- _INFORMATION SUPPLIED_:
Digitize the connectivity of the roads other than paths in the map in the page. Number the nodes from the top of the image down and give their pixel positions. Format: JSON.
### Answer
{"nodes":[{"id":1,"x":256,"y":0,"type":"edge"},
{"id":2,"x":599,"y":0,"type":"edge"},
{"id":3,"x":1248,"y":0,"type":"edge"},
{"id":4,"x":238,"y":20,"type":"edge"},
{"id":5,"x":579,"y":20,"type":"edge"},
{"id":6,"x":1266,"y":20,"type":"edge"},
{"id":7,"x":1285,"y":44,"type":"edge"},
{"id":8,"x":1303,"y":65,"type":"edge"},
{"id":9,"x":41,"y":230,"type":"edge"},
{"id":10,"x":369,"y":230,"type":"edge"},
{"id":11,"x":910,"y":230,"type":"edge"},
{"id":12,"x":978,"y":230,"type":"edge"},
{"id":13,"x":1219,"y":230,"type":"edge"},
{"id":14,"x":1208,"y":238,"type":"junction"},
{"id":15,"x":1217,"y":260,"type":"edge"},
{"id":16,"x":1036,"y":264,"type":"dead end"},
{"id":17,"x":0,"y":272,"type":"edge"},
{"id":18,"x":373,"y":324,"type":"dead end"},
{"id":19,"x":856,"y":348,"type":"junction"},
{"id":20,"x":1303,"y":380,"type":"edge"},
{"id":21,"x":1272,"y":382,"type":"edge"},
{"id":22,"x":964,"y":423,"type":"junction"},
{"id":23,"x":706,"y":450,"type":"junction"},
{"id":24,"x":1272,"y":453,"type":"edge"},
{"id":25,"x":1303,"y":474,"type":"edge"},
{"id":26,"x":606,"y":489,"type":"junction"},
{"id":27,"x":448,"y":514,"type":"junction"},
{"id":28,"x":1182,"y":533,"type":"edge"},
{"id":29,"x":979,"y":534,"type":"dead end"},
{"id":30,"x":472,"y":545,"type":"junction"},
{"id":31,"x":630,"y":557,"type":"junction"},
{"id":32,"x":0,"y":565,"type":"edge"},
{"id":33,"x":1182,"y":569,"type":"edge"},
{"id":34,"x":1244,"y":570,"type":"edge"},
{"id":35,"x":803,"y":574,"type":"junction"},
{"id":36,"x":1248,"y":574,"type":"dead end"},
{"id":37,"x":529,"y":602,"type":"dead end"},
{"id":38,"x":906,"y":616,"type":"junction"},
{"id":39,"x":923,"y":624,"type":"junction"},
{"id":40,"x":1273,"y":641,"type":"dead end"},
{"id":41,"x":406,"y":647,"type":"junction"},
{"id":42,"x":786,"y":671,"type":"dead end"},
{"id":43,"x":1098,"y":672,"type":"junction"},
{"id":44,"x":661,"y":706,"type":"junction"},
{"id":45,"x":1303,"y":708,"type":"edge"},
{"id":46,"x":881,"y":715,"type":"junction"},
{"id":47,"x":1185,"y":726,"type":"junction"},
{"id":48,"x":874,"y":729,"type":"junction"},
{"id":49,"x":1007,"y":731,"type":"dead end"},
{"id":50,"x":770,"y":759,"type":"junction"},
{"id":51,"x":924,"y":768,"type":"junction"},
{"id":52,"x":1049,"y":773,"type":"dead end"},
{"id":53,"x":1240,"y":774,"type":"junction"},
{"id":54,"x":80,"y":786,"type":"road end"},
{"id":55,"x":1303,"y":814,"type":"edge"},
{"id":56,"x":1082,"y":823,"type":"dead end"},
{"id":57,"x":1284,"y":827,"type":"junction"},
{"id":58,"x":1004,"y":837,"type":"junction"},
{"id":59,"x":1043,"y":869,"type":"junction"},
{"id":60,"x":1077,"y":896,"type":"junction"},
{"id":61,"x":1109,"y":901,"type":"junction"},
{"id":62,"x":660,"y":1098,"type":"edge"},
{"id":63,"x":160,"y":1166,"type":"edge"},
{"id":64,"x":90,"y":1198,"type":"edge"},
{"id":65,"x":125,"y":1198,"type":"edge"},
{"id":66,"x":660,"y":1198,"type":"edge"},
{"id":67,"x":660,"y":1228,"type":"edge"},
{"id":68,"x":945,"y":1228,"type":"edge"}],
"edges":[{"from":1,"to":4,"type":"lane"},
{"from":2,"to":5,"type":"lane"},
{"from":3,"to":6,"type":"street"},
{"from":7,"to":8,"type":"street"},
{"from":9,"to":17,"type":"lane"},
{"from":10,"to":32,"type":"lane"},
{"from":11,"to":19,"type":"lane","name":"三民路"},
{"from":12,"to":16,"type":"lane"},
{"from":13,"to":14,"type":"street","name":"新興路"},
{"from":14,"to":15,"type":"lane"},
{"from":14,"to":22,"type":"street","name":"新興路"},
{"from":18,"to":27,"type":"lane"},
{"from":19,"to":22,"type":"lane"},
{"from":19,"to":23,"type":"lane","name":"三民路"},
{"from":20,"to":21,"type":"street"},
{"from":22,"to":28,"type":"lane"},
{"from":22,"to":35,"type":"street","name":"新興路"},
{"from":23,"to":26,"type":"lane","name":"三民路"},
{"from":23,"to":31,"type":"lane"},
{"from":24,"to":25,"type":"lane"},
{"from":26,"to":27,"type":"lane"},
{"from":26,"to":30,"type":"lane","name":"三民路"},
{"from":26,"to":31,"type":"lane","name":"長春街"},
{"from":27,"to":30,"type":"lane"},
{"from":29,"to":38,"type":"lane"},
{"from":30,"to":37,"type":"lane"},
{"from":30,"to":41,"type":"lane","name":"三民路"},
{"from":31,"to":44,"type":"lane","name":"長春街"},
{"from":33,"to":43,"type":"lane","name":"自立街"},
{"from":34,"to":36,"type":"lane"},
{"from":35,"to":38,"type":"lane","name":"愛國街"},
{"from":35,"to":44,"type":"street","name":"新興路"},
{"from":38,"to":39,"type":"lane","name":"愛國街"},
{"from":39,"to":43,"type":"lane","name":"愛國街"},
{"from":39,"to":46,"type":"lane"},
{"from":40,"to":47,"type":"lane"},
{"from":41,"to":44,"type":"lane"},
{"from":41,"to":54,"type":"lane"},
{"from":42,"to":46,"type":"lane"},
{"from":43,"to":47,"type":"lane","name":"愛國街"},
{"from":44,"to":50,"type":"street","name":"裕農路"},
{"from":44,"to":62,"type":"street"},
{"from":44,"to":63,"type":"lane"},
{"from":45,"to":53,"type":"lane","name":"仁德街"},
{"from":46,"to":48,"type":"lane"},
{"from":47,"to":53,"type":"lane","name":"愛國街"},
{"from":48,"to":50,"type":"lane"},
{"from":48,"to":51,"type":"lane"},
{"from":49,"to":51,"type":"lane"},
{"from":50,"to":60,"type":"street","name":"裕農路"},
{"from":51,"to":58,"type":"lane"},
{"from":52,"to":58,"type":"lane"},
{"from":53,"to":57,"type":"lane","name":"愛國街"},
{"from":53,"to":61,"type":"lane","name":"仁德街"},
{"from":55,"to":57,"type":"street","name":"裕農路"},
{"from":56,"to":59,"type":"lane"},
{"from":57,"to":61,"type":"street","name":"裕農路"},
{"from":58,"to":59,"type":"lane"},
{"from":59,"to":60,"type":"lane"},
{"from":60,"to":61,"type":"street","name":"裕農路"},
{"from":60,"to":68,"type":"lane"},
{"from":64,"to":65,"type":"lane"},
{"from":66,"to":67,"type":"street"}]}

- _PROMPT_:
So that the data stays intact, repeat all of it exactly.

- _TASK RESULT_:
Digitize the connectivity of the roads other than paths in the map in the page. Number the nodes from the top of the image down and give their pixel positions. Format: JSON.
### Answer
{"nodes":[{"id":1,"x":256,"y":0,"type":"edge"},
{"id":2,"x":599,"y":0,"type":"edge"},
{"id":3,"x":1248,"y":0,"type":"edge"},
{"id":4,"x":238,"y":20,"type":"edge"},
{"id":5,"x":579,"y":20,"type":"edge"},
{"id":6,"x":1266,"y":20,"type":"edge"},
{"id":7,"x":1285,"y":44,"type":"edge"},
{"id":8,"x":1303,"y":65,"type":"edge"},
{"id":9,"x":41,"y":230,"type":"edge"},
{"id":10,"x":369,"y":230,"type":"edge"},
{"id":11,"x":910,"y":230,"type":"edge"},
{"id":12,"x":978,"y":230,"type":"edge"},
{"id":13,"x":1219,"y":230,"type":"edge"},
{"id":14,"x":1208,"y":238,"type":"junction"},
{"id":15,"x":1217,"y":260,"type":"edge"},
{"id":16,"x":1036,"y":264,"type":"dead end"},
{"id":17,"x":0,"y":272,"type":"edge"},
{"id":18,"x":373,"y":324,"type":"dead end"},
{"id":19,"x":856,"y":348,"type":"junction"},
{"id":20,"x":1303,"y":380,"type":"edge"},
{"id":21,"x":1272,"y":382,"type":"edge"},
{"id":22,"x":964,"y":423,"type":"junction"},
{"id":23,"x":706,"y":450,"type":"junction"},
{"id":24,"x":1272,"y":453,"type":"edge"},
{"id":25,"x":1303,"y":474,"type":"edge"},
{"id":26,"x":606,"y":489,"type":"junction"},
{"id":27,"x":448,"y":514,"type":"junction"},
{"id":28,"x":1182,"y":533,"type":"edge"},
{"id":29,"x":979,"y":534,"type":"dead end"},
{"id":30,"x":472,"y":545,"type":"junction"},
{"id":31,"x":630,"y":557,"type":"junction"},
{"id":32,"x":0,"y":565,"type":"edge"},
{"id":33,"x":1182,"y":569,"type":"edge"},
{"id":34,"x":1244,"y":570,"type":"edge"},
{"id":35,"x":803,"y":574,"type":"junction"},
{"id":36,"x":1248,"y":574,"type":"dead end"},
{"id":37,"x":529,"y":602,"type":"dead end"},
{"id":38,"x":906,"y":616,"type":"junction"},
{"id":39,"x":923,"y":624,"type":"junction"},
{"id":40,"x":1273,"y":641,"type":"dead end"},
{"id":41,"x":406,"y":647,"type":"junction"},
{"id":42,"x":786,"y":671,"type":"dead end"},
{"id":43,"x":1098,"y":672,"type":"junction"},
{"id":44,"x":661,"y":706,"type":"junction"},
{"id":45,"x":1303,"y":708,"type":"edge"},
{"id":46,"x":881,"y":715,"type":"junction"},
{"id":47,"x":1185,"y":726,"type":"junction"},
{"id":48,"x":874,"y":729,"type":"junction"},
{"id":49,"x":1007,"y":731,"type":"dead end"},
{"id":50,"x":770,"y":759,"type":"junction"},
{"id":51,"x":924,"y":768,"type":"junction"},
{"id":52,"x":1049,"y":773,"type":"dead end"},
{"id":53,"x":1240,"y":774,"type":"junction"},
{"id":54,"x":80,"y":786,"type":"road end"},
{"id":55,"x":1303,"y":814,"type":"edge"},
{"id":56,"x":1082,"y":823,"type":"dead end"},
{"id":57,"x":1284,"y":827,"type":"junction"},
{"id":58,"x":1004,"y":837,"type":"junction"},
{"id":59,"x":1043,"y":869,"type":"junction"},
{"id":60,"x":1077,"y":896,"type":"junction"},
{"id":61,"x":1109,"y":901,"type":"junction"},
{"id":62,"x":660,"y":1098,"type":"edge"},
{"id":63,"x":160,"y":1166,"type":"edge"},
{"id":64,"x":90,"y":1198,"type":"edge"},
{"id":65,"x":125,"y":1198,"type":"edge"},
{"id":66,"x":660,"y":1198,"type":"edge"},
{"id":67,"x":660,"y":1228,"type":"edge"},
{"id":68,"x":945,"y":1228,"type":"edge"}],
"edges":[{"from":1,"to":4,"type":"lane"},
{"from":2,"to":5,"type":"lane"},
{"from":3,"to":6,"type":"street"},
{"from":7,"to":8,"type":"street"},
{"from":9,"to":17,"type":"lane"},
{"from":10,"to":32,"type":"lane"},
{"from":11,"to":19,"type":"lane","name":"三民路"},
{"from":12,"to":16,"type":"lane"},
{"from":13,"to":14,"type":"street","name":"新興路"},
{"from":14,"to":15,"type":"lane"},
{"from":14,"to":22,"type":"street","name":"新興路"},
{"from":18,"to":27,"type":"lane"},
{"from":19,"to":22,"type":"lane"},
{"from":19,"to":23,"type":"lane","name":"三民路"},
{"from":20,"to":21,"type":"street"},
{"from":22,"to":28,"type":"lane"},
{"from":22,"to":35,"type":"street","name":"新興路"},
{"from":23,"to":26,"type":"lane","name":"三民路"},
{"from":23,"to":31,"type":"lane"},
{"from":24,"to":25,"type":"lane"},
{"from":26,"to":27,"type":"lane"},
{"from":26,"to":30,"type":"lane","name":"三民路"},
{"from":26,"to":31,"type":"lane","name":"長春街"},
{"from":27,"to":30,"type":"lane"},
{"from":29,"to":38,"type":"lane"},
{"from":30,"to":37,"type":"lane"},
{"from":30,"to":41,"type":"lane","name":"三民路"},
{"from":31,"to":44,"type":"lane","name":"長春街"},
{"from":33,"to":43,"type":"lane","name":"自立街"},
{"from":34,"to":36,"type":"lane"},
{"from":35,"to":38,"type":"lane","name":"愛國街"},
{"from":35,"to":44,"type":"street","name":"新興路"},
{"from":38,"to":39,"type":"lane","name":"愛國街"},
{"from":39,"to":43,"type":"lane","name":"愛國街"},
{"from":39,"to":46,"type":"lane"},
{"from":40,"to":47,"type":"lane"},
{"from":41,"to":44,"type":"lane"},
{"from":41,"to":54,"type":"lane"},
{"from":42,"to":46,"type":"lane"},
{"from":43,"to":47,"type":"lane","name":"愛國街"},
{"from":44,"to":50,"type":"street","name":"裕農路"},
{"from":44,"to":62,"type":"street"},
{"from":44,"to":63,"type":"lane"},
{"from":45,"to":53,"type":"lane","name":"仁德街"},
{"from":46,"to":48,"type":"lane"},
{"from":47,"to":53,"type":"lane","name":"愛國街"},
{"from":48,"to":50,"type":"lane"},
{"from":48,"to":51,"type":"lane"},
{"from":49,"to":51,"type":"lane"},
{"from":50,"to":60,"type":"street","name":"裕農路"},
{"from":51,"to":58,"type":"lane"},
{"from":52,"to":58,"type":"lane"},
{"from":53,"to":57,"type":"lane","name":"愛國街"},
{"from":53,"to":61,"type":"lane","name":"仁德街"},
{"from":55,"to":57,"type":"street","name":"裕農路"},
{"from":56,"to":59,"type":"lane"},
{"from":57,"to":61,"type":"street","name":"裕農路"},
{"from":58,"to":59,"type":"lane"},
{"from":59,"to":60,"type":"lane"},
{"from":60,"to":61,"type":"street","name":"裕農路"},
{"from":60,"to":68,"type":"lane"},
{"from":64,"to":65,"type":"lane"},
{"from":66,"to":67,"type":"street"}]}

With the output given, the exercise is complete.